Por primera vez, el silencio entre ellos no fue táctico, sino genuino.

Obanai exhaló con calma.

—Sería deshonesto decir que fue mi elección. Pero también sería necio negar que hay oportunidades que solo surgen cuando uno se adentra en la boca del lobo.

Sanemi sonrió con algo más que burla. Por primera vez en la noche, sintió un verdadero interés.

—Así que sois un hombre que apuesta alto.

Obanai sostuvo su mirada.

—Siempre y cuando sepa leer las cartas que han sido repartidas.

Sanemi apoyó el mentón en su mano, su expresión ya no burlona, sino... expectante.

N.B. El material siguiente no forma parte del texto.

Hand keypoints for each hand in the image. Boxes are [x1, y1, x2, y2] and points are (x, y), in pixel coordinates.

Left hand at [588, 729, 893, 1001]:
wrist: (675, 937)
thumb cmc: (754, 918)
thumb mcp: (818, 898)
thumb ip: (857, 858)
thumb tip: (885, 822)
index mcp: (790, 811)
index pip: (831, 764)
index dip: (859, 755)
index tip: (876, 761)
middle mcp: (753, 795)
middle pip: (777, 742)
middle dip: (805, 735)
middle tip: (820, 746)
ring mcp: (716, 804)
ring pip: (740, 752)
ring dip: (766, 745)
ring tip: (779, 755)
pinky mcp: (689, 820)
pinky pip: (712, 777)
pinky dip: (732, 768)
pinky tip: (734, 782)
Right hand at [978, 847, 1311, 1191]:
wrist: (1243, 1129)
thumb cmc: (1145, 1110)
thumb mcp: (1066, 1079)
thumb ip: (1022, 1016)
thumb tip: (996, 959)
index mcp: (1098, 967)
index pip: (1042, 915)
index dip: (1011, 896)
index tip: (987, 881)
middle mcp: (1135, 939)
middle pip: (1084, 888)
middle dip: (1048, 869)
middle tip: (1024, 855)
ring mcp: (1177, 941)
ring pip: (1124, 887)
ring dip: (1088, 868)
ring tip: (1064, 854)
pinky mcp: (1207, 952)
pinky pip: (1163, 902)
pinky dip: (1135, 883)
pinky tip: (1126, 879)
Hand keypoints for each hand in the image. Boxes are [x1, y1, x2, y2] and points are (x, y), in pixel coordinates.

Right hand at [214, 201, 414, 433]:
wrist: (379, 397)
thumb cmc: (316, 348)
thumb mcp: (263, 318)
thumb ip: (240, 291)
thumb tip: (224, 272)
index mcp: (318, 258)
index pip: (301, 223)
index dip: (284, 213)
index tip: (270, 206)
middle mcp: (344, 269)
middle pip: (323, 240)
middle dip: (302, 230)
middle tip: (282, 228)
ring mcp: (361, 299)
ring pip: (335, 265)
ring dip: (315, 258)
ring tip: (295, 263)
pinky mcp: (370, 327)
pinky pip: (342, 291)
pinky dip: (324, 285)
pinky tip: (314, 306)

—¿Y qué veis en este juego?

Obanai no parpadeó.

—Un rey que ha puesto la mesa, pero que aún no ha decidido a quién servirá el banquete.

Sanemi rió.

—Y vos, ¿sois un invitado... o un comensal con cuchillo en mano?

Obanai inclinó apenas la cabeza, y su respuesta fue una simple y enigmática sonrisa.

Sanemi sintió un escalofrío recorrerle la columna.

Por primera vez en mucho tiempo, no estaba seguro de si era el cazador o la presa.